Explain like my manager is 5 years old, Data Written, Application size, and Size on disk?

  • 28 February 2022
  • 1 reply
  • 552 views

Badge +2

We are low on space.  As we look through old jobs, or anything that is still being held on past our retention period.   We have plenty of infinite and long term retained items mixed with our regular data in our primary DDB.  

 

I’m claiming that the infinite retention or long-term jobs could be hodling reference blocks.  This is the reason why we see data size on disk being a reasonable number but the library being full. For example, 800 TB size on disk but the 1.5PB library is full.  

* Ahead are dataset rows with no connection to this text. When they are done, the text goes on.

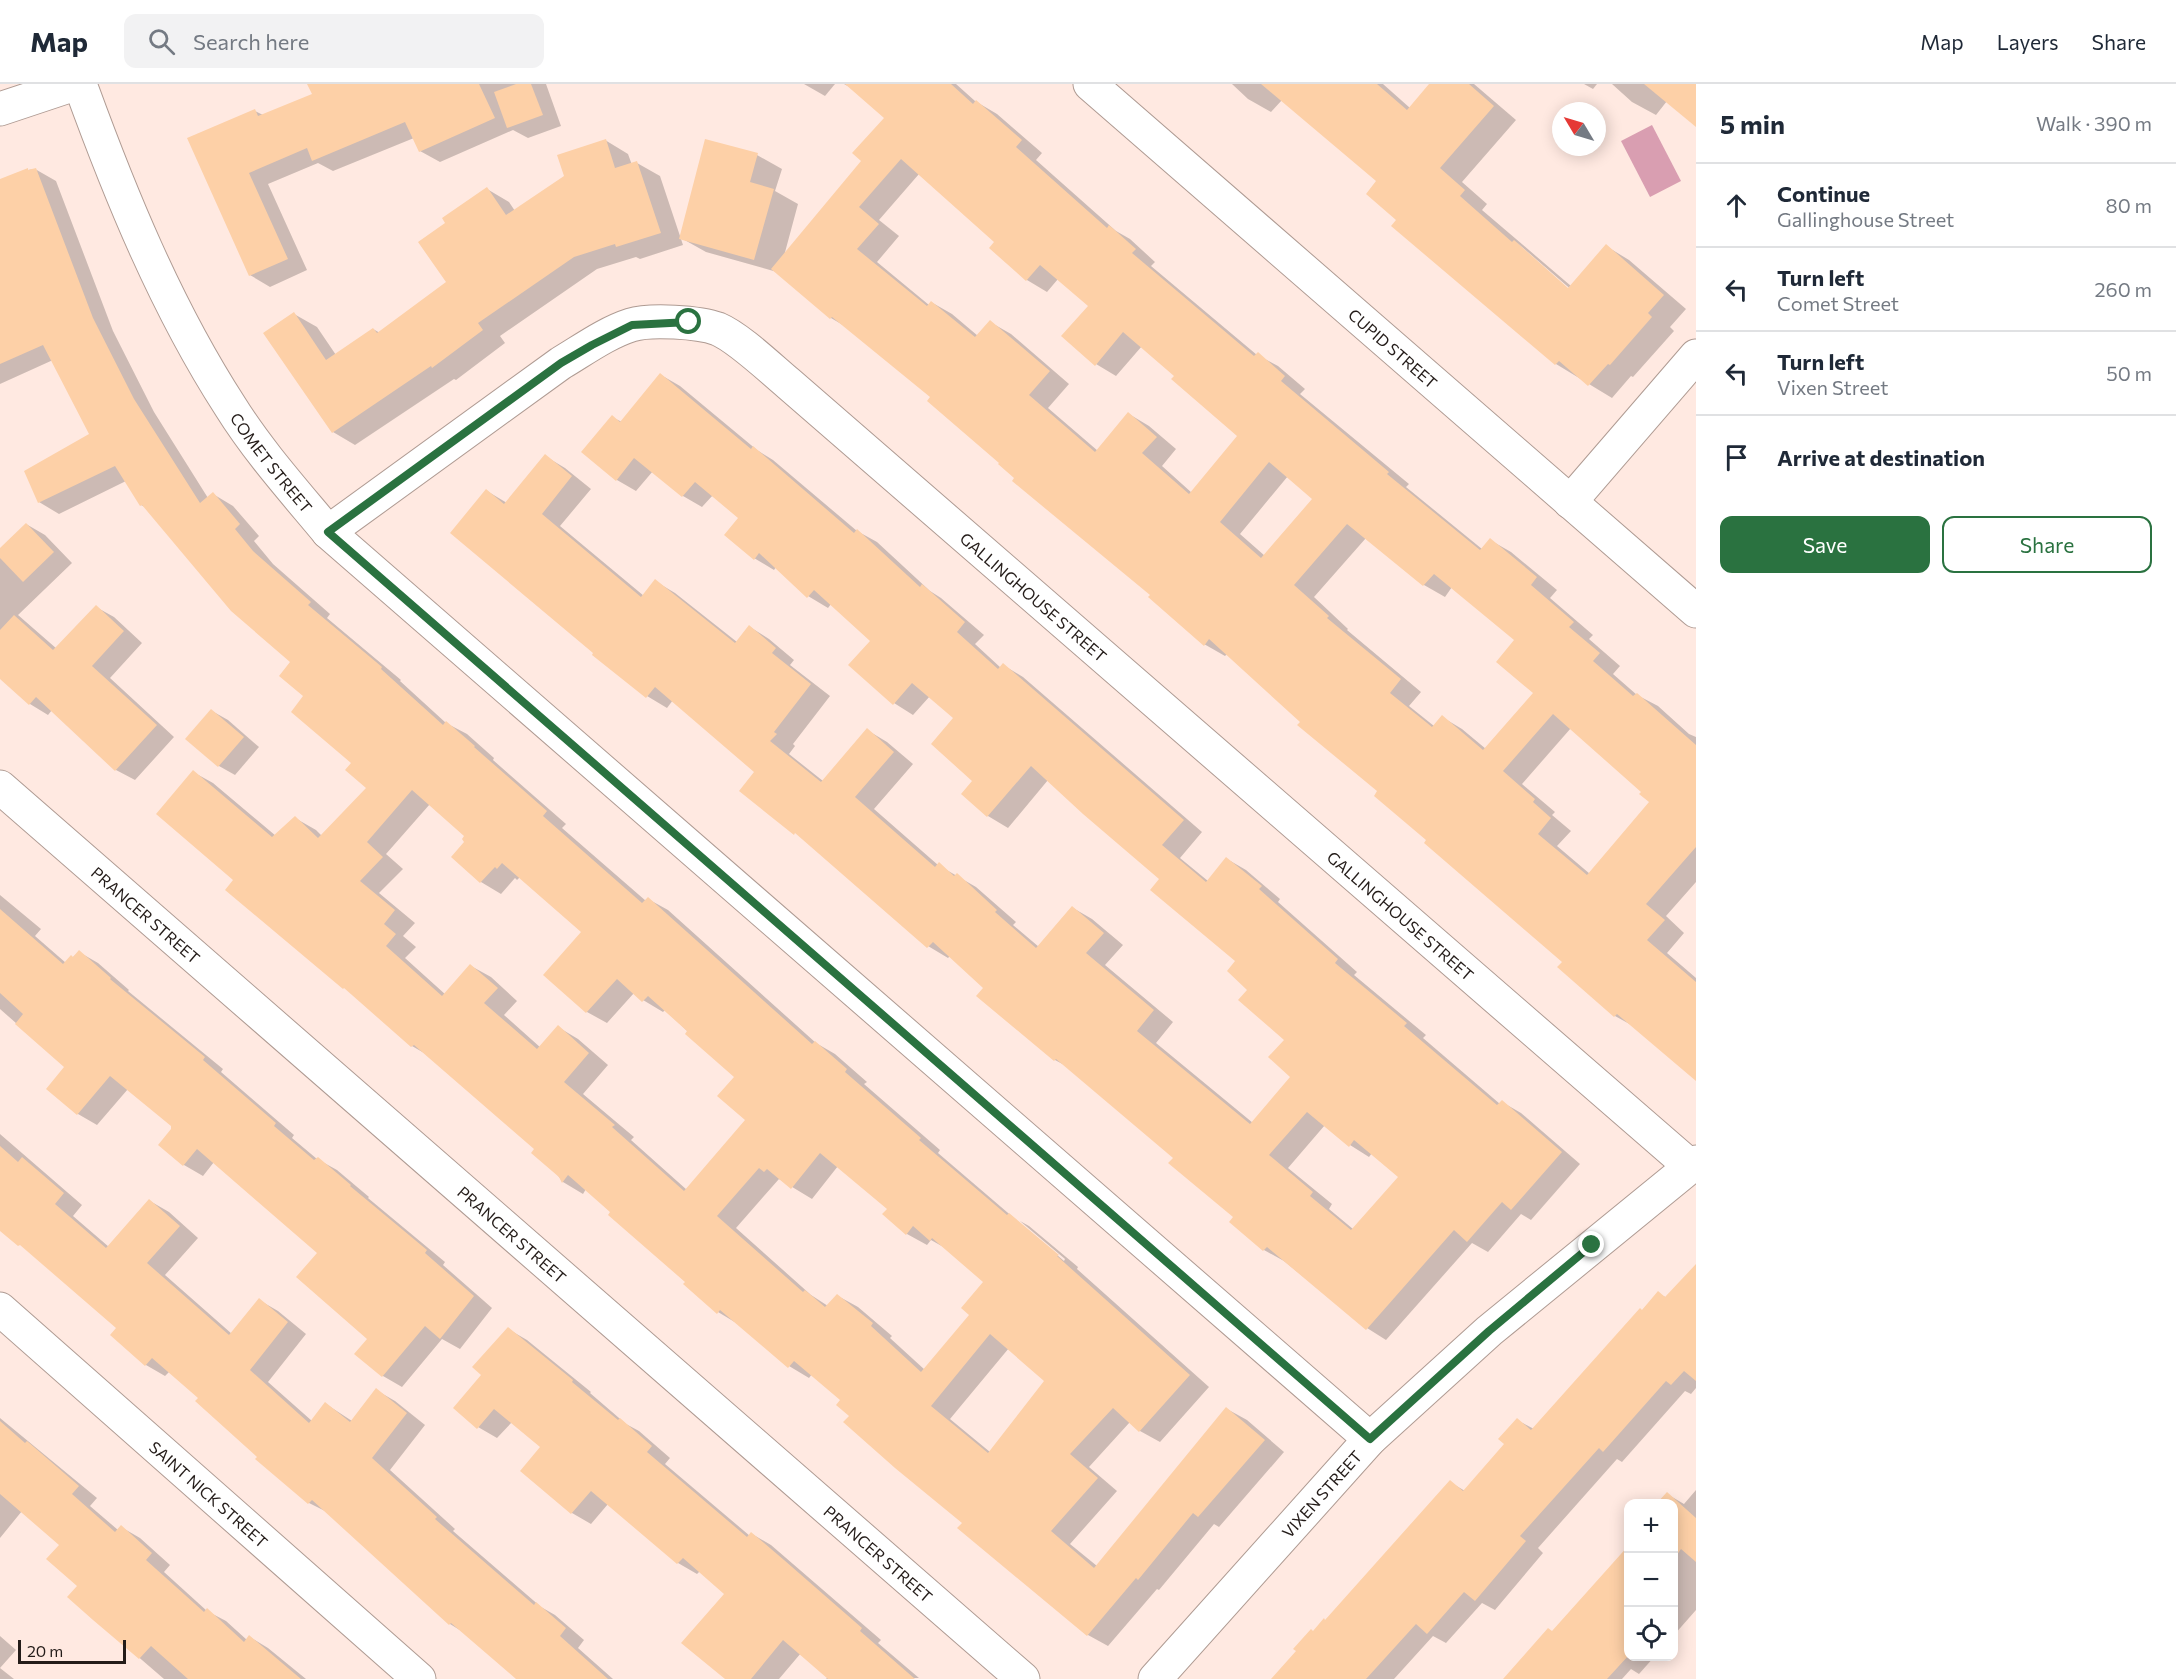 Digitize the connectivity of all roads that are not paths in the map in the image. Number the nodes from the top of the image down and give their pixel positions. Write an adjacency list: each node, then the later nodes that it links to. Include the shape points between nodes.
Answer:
1 (75, 84): 4 (street)
2 (80, 84): 7 (street, COMET STREET, via 114,176 188,333 230,406)
3 (1090, 84): 6 (street, CUPID STREET)
4 (0, 109)
5 (1696, 356): 6 (street)
6 (1570, 502): 8 (street, CUPID STREET)
7 (328, 532): 10 (street, GALLINGHOUSE STREET, via 561,363 592,345 632,325 689,322 719,330 752,352); 12 (street, COMET STREET)
8 (1696, 611)
9 (0, 787): 14 (street, PRANCER STREET)
10 (1693, 1164): 12 (street, VIXEN STREET, via 1489,1331)
11 (0, 1309): 13 (street, SAINT NICK STREET)
12 (1370, 1439): 15 (street, VIXEN STREET)
13 (419, 1679)
14 (1023, 1679)
15 (1155, 1679) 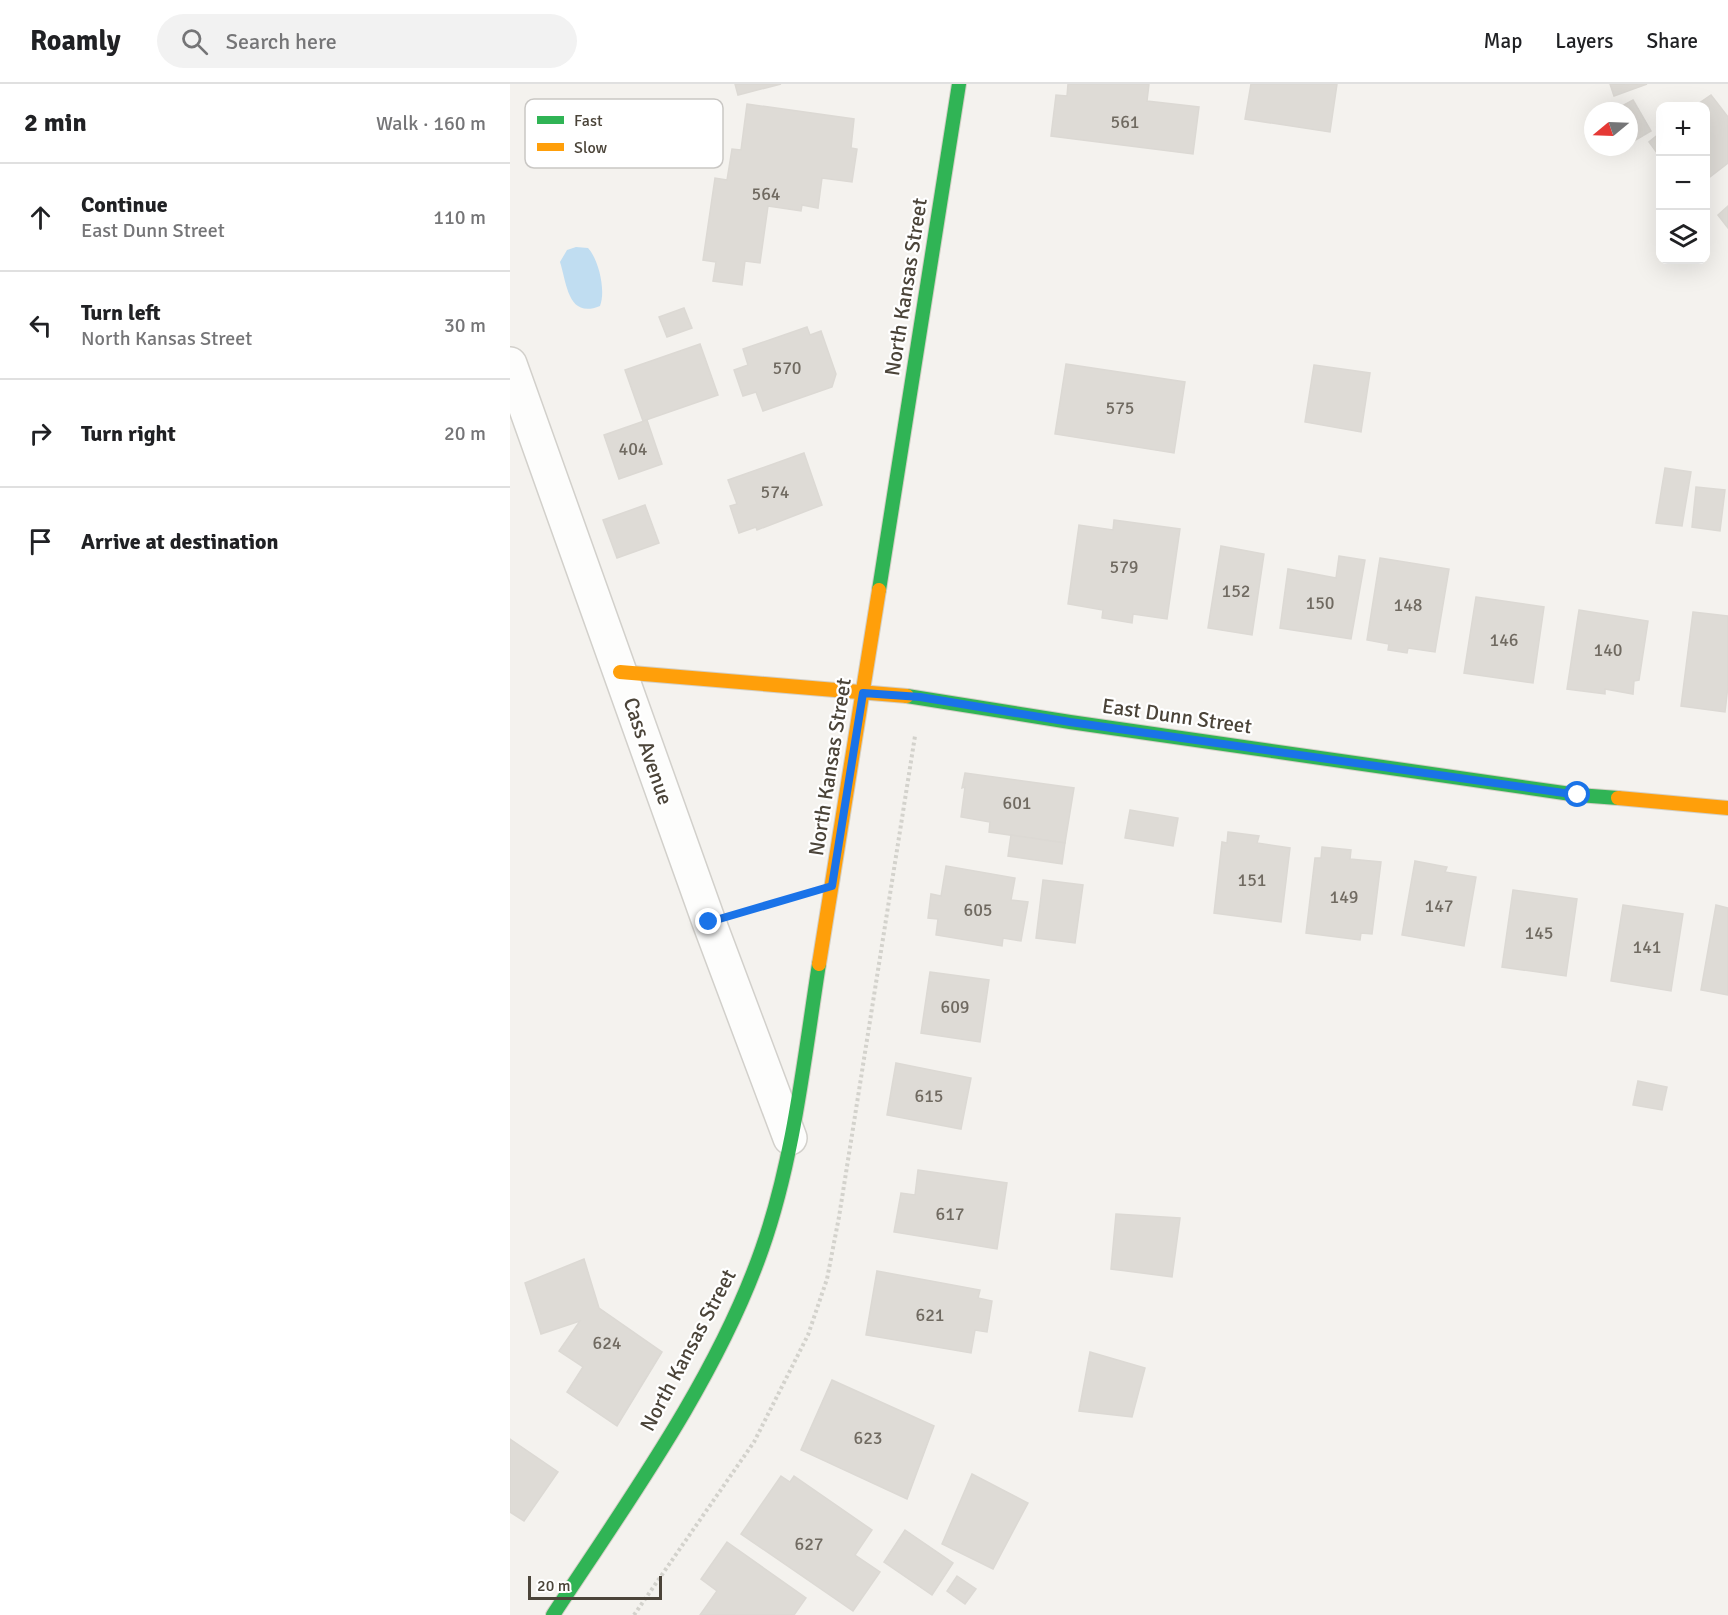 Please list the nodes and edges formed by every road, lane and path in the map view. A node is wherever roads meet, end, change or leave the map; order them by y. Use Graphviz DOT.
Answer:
graph roads {
  1 [pos="959,84"];
  2 [pos="510,364"];
  3 [pos="620,672"];
  4 [pos="863,693"];
  5 [pos="1728,808"];
  6 [pos="832,886"];
  7 [pos="709,922"];
  8 [pos="790,1138"];
  9 [pos="553,1615"];
  1 -- 4 [label="street, North Kansas Street"];
  2 -- 3 [label="street, Cass Avenue"];
  3 -- 4 [label="street, East Dunn Street"];
  3 -- 7 [label="street, Cass Avenue"];
  4 -- 5 [label="street, East Dunn Street"];
  4 -- 6 [label="street, North Kansas Street"];
  6 -- 7 [label="path"];
  6 -- 8 [label="street, North Kansas Street"];
  7 -- 8 [label="street, Cass Avenue"];
  8 -- 9 [label="street, North Kansas Street"];
} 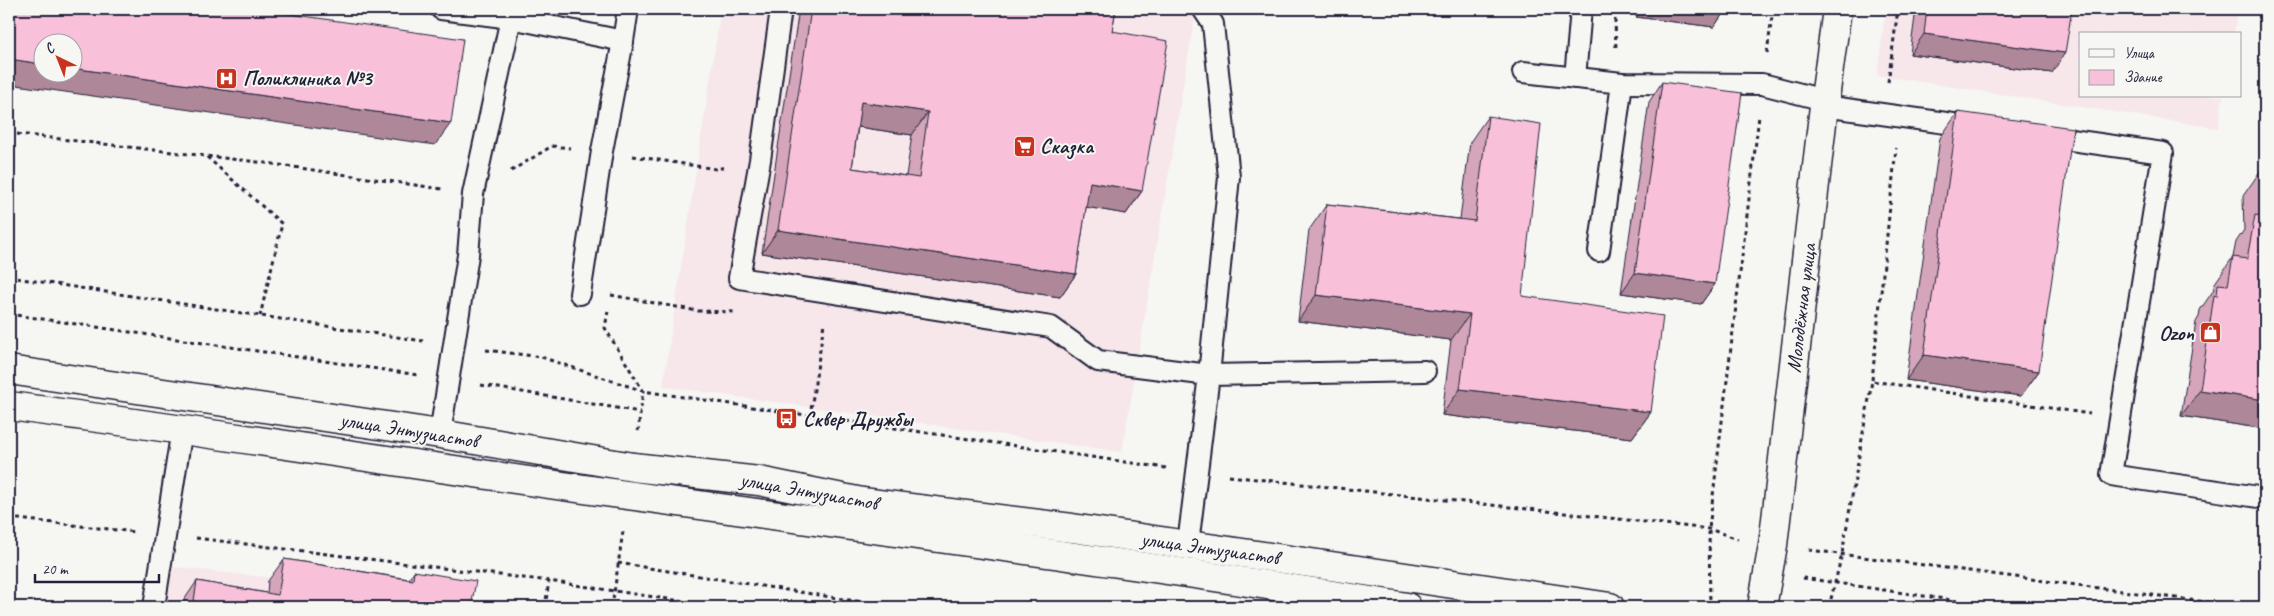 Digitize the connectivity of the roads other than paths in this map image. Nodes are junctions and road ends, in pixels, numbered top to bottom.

as we go through jobs, some are seen as not “big fish” because data written may show for example 85GB written for a 1.5TB App size server. We skip and don’t worry about this because, I’m told well 85 GB is only what will come back in space.  Let's look for 1TB + being written.  

 

I’m thinking that even as we size our future library, we should consider a pool of space that will always sit there and hodl these reference blocks and be “unuseable” space.  

 

Hopefully this rant makes sense? 


If you have a question or comment, please create a topic

1 reply

Userlevel 7
Badge +23

@DaBackups , I’m a big fan of r/ELI5 so I love your title!

We have a thread here with the same question, though I’ll copy the answer here as well:

  • Size of Application is the scanned size of what we need to backup (before any dedupe, compression, etc.)  Basically Front End Terabytes (FET).
  • Size of backup is what we need to actually back up including metadata
  • Data Written is how much is actually on media (so dedupe and compression factored in)

With that said, you should absolutely always assume you will have a baseline of data, regardless of what the unaged jobs show.  the Job Details for a given JobID will show what was written for that exact job, but not the implied baseline files.

I always think of Dedupe as a big, gelatinous organism.  I add little pieces to it to make it bigger, but each job is also part of the whole thing.  You can add a few blocks from a new job, but only because the necessary blocks were already there.